[prf/dec] Fix KV-cache propagation bug from prefill to decode path and refactor task graph consumption logic

orionpapadakis · orionpapadakis · commit 2b1aababc02e · 2026-04-07T20:28:34.000+03:00
Introduce `LogitsFP16LayerDecode` with KV-cache pass-through.
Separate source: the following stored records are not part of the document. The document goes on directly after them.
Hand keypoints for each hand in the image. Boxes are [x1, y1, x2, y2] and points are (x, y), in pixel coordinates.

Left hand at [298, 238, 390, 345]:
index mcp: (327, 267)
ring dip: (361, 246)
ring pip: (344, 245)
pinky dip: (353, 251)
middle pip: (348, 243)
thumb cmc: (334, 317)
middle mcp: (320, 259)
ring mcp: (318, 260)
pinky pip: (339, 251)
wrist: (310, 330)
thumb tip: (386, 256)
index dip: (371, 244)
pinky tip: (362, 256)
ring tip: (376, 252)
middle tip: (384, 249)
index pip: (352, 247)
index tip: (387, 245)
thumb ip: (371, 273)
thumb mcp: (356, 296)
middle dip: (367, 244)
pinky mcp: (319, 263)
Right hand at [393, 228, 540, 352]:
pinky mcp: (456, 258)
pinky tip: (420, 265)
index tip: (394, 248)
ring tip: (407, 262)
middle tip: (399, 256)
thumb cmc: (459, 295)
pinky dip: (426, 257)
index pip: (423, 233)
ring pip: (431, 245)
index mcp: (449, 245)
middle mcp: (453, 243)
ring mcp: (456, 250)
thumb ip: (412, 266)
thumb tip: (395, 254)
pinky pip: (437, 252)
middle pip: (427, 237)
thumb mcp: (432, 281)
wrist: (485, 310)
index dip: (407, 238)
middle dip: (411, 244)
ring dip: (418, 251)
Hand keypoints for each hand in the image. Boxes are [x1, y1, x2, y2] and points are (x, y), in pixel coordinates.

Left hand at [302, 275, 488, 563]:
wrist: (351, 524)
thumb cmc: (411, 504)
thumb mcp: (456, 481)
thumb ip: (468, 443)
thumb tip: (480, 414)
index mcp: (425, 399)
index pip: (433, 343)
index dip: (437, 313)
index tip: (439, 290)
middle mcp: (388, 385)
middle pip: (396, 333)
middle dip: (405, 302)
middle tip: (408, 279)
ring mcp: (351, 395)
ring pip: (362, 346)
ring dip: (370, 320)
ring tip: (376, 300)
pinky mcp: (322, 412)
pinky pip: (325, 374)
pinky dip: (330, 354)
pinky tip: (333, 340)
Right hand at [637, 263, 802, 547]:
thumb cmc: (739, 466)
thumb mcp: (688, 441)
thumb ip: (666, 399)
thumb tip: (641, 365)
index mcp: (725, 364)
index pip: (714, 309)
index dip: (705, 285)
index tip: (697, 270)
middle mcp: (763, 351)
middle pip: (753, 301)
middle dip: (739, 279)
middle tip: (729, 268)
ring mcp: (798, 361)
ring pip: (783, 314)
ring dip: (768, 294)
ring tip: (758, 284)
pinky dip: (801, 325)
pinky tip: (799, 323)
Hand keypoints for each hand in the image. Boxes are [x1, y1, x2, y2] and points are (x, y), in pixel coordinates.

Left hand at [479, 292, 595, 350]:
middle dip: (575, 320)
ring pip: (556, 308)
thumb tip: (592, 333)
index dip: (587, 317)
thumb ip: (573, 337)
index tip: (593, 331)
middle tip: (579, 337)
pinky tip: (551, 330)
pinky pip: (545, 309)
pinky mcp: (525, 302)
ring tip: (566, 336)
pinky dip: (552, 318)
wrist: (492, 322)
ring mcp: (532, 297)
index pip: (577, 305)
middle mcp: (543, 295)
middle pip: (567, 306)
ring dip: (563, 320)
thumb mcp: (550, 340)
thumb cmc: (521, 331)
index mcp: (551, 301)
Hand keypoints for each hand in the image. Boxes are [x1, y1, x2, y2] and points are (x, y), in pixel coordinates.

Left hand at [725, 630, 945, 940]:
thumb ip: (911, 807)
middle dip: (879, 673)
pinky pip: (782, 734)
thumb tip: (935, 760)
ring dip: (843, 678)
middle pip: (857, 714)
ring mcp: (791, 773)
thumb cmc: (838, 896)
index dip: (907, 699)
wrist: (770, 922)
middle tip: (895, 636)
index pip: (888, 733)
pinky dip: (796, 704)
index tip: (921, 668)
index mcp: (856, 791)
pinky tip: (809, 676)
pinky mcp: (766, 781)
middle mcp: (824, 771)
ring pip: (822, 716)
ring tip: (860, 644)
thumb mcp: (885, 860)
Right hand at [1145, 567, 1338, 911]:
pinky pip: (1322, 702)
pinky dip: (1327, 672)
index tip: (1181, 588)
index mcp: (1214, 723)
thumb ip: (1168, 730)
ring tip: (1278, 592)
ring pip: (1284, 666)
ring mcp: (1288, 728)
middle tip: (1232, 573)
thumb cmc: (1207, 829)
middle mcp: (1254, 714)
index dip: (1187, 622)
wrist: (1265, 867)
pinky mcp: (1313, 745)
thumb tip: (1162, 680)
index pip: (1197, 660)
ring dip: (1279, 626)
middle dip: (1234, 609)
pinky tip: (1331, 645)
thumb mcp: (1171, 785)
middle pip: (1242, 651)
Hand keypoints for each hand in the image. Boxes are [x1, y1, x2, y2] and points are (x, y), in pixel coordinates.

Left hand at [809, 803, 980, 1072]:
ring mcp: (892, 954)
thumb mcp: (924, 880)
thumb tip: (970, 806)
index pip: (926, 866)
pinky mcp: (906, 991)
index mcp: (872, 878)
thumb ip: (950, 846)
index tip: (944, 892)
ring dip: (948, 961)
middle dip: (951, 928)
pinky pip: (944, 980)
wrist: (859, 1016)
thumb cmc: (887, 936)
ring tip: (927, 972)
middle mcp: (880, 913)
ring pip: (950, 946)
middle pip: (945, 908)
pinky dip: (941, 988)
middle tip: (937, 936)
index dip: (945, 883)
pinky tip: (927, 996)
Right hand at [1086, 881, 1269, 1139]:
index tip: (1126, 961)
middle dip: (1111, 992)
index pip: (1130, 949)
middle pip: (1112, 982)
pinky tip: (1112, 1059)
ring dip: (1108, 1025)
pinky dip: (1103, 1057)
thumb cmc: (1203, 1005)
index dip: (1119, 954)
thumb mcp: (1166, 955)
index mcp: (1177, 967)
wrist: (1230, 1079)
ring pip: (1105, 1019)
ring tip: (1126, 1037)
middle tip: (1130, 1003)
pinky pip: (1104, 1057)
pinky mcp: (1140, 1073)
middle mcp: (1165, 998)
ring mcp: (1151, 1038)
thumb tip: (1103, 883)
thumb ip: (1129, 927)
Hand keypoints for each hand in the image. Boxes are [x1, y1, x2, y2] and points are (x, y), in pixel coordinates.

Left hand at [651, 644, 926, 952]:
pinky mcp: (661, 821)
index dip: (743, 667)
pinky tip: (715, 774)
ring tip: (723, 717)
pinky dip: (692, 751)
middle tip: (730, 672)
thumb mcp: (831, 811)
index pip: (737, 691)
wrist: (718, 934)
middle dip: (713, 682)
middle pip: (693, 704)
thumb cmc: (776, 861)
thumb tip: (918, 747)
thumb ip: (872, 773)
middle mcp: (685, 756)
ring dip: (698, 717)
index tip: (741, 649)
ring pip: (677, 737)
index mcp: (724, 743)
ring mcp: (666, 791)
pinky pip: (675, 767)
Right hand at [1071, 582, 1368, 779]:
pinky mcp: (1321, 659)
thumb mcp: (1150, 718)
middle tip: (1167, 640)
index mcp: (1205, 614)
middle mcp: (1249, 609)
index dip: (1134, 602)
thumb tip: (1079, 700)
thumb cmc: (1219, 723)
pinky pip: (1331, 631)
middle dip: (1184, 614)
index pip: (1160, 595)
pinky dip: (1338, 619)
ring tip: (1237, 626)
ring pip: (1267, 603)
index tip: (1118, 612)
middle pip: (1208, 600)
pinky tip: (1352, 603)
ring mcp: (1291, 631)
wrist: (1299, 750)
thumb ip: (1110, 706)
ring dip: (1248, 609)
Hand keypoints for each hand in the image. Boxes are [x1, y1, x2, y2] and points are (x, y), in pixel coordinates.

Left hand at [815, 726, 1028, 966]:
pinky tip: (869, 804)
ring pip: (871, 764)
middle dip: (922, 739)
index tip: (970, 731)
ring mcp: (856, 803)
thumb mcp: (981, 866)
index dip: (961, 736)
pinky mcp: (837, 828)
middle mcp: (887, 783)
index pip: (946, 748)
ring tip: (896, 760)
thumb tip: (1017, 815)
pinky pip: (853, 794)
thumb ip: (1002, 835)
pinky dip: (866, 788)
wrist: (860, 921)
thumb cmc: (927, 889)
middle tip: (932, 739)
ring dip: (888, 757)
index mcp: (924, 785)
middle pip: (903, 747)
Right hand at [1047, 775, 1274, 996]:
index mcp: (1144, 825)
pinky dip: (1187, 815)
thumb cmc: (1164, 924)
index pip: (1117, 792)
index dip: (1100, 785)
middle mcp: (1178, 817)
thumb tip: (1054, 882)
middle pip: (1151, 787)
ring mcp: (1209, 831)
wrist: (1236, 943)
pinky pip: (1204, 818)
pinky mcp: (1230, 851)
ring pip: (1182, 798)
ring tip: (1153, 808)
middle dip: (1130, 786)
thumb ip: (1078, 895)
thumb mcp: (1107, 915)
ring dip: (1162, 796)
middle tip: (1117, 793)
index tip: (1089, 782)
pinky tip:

Override `consumeFromDevice` and `persistOnDevice` in LlamaFFN layers to fix cross-graph propagation for both CUDA and interpreter modes.
diff --git a/src/main/java/org/beehive/gpullama3/tornadovm/TornadoVMMasterPlanWithBatchPrefillDecode.java b/src/main/java/org/beehive/gpullama3/tornadovm/TornadoVMMasterPlanWithBatchPrefillDecode.java
@@ -10,7 +10,7 @@
 import org.beehive.gpullama3.tornadovm.layerplanner.strategy.SchedulerType;
 import org.beehive.gpullama3.tornadovm.layers.type.fp16.decode.LlamaFP16FFNLayersDecode;
 import org.beehive.gpullama3.tornadovm.layers.type.fp16.prefill.LlamaFP16LayersBatchPrefill;
-import org.beehive.gpullama3.tornadovm.layers.type.fp16.LogitsFP16Layer;
+import org.beehive.gpullama3.tornadovm.layers.type.fp16.decode.LogitsFP16LayerDecode;
 import uk.ac.manchester.tornado.api.GridScheduler;
 import uk.ac.manchester.tornado.api.ImmutableTaskGraph;
 import uk.ac.manchester.tornado.api.KernelContext;
@@ -94,8 +94,8 @@ private TornadoVMMasterPlanWithBatchPrefillDecode(LlamaState state, Model model,
 
         // [N+1] Decode activation (with KV-cache pass-through) ────────────────
         KernelContext decodeActCtx = new KernelContext();
-        all.add(buildDecodeActivationGraph(decodeActCtx).snapshot());
-        scheduler.addWorkerGrid("activationUpdate.updateX",
+        all.add(buildDecodeActivationGraph(decodeActCtx, batchLayers.getLastLayerTaskGraphID()).snapshot());
+        scheduler.addWorkerGrid("decodeActivationUpdate.updateX",
                 WorkerGridFactory.genericWorker(config.dim(), 128));
 
         // [N+2..2N+1] Decode layer graphs  ────────────────────────────────────
@@ -107,7 +107,10 @@ private TornadoVMMasterPlanWithBatchPrefillDecode(LlamaState state, Model model,
         decodeLayers.updateGridScheduler(scheduler);
 
         // [2N+2] Logits ───────────────────────────────────────────────────────
-        LogitsFP16Layer logitsLayer = new LogitsFP16Layer("logits", state, weights, config,
+        // LogitsFP16LayerDecode extends LogitsFP16Layer: adds consumeFromDevice(wrapKeyCache)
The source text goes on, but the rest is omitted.